Lebih lanjut, Ivan menegaskan bahwa PPATK tidak serta-merta memerintahkan pemblokiran rekening, tetapi bekerja dalam koridor Undang-Undang Tindak Pidana Pencucian Uang (TPPU) dan hanya memberikan rekomendasi berdasarkan analisis transaksi mencurigakan.
Di sisi lain, Gubernur BI Perry Warjiyo menyatakan bahwa perbankan diminta memperkuat prinsip Know Your Customer (KYC) dan Customer Due Diligence (CDD) agar kebijakan perlindungan sistem keuangan tidak justru menimbulkan ketidakadilan bagi nasabah.
“Presiden mengingatkan pentingnya perlindungan terhadap masyarakat agar tidak dirugikan akibat interpretasi kebijakan yang keliru,” jelas Perry.
Polemik pemblokiran rekening ini mencuat setelah muncul berbagai keluhan masyarakat yang mengaku tidak bisa mengakses dana mereka tanpa alasan yang jelas. Beberapa nasabah bahkan menemukan rekening mereka diblokir karena dinilai tidak aktif selama lebih dari satu tahun, padahal masih digunakan untuk keperluan tertentu seperti simpanan gaji, pembayaran cicilan, atau rekening usaha.
Isu ini pun menjadi perhatian luas di media sosial dan memunculkan spekulasi mengenai potensi pelanggaran hak nasabah serta penyalahgunaan wewenang oleh bank-bank pelat merah.

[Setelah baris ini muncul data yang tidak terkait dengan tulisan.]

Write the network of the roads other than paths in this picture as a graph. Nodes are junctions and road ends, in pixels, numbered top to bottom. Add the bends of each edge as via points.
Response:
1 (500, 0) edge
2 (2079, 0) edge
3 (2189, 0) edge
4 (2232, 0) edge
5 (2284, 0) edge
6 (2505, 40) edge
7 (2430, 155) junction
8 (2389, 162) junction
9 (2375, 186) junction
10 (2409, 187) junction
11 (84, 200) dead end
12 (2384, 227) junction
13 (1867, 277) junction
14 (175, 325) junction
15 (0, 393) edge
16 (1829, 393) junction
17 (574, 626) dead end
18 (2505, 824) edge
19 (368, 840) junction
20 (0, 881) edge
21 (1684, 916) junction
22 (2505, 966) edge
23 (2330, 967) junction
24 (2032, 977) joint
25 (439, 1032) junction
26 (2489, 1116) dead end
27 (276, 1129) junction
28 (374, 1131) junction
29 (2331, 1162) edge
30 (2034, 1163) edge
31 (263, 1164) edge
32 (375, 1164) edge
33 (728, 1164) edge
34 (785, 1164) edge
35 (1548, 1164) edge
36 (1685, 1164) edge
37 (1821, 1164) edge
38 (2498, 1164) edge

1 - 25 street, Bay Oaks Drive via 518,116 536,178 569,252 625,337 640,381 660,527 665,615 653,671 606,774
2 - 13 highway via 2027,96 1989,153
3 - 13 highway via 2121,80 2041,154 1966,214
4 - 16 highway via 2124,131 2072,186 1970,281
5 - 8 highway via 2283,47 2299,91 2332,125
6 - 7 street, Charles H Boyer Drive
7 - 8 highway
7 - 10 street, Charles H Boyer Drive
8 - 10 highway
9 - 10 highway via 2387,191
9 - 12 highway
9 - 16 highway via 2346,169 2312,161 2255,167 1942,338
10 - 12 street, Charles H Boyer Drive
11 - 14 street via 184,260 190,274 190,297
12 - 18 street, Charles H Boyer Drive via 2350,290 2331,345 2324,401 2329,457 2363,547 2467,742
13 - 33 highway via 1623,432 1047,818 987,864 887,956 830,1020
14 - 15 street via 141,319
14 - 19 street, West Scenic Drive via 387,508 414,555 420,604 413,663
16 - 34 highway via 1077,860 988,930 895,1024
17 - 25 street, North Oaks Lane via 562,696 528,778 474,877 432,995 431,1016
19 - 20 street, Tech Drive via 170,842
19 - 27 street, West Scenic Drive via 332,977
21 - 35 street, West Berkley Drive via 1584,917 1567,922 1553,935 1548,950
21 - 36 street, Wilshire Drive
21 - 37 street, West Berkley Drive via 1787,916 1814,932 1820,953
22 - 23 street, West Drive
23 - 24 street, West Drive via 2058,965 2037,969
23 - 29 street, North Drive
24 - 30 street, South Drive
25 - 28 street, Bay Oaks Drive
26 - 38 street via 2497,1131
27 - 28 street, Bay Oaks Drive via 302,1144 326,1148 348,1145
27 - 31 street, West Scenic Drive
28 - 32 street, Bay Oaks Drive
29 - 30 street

Pakar hukum perbankan dan perlindungan data pribadi menilai, dalam konteks ini, bank harus berhati-hati agar tidak melanggar Undang-Undang Nomor 27 Tahun 2022 tentang Perlindungan Data Pribadi dan prinsip kehati-hatian perbankan sebagaimana diatur dalam Peraturan OJK.
Kepala Staf Kepresidenan Moeldoko sebelumnya menyatakan bahwa Istana sedang mempelajari keluhan masyarakat dan akan mendorong evaluasi lintas lembaga jika ditemukan indikasi pelanggaran prosedur.
Sementara itu, Komisi XI DPR RI juga menjadwalkan pemanggilan terhadap otoritas perbankan dan PPATK untuk dimintai penjelasan lebih lanjut dalam rapat kerja yang akan datang. (Red)
Catatan Redaksi: Polemik pemblokiran rekening dormant ini membuka ruang diskusi penting antara perlindungan sistem keuangan negara dan hak warga negara atas akses keuangan yang adil. Pemerintah, melalui Presiden, menunjukkan komitmennya untuk menjaga keseimbangan antara pengawasan transaksi mencurigakan dan keadilan bagi masyarakat luas.( Tim/ Red)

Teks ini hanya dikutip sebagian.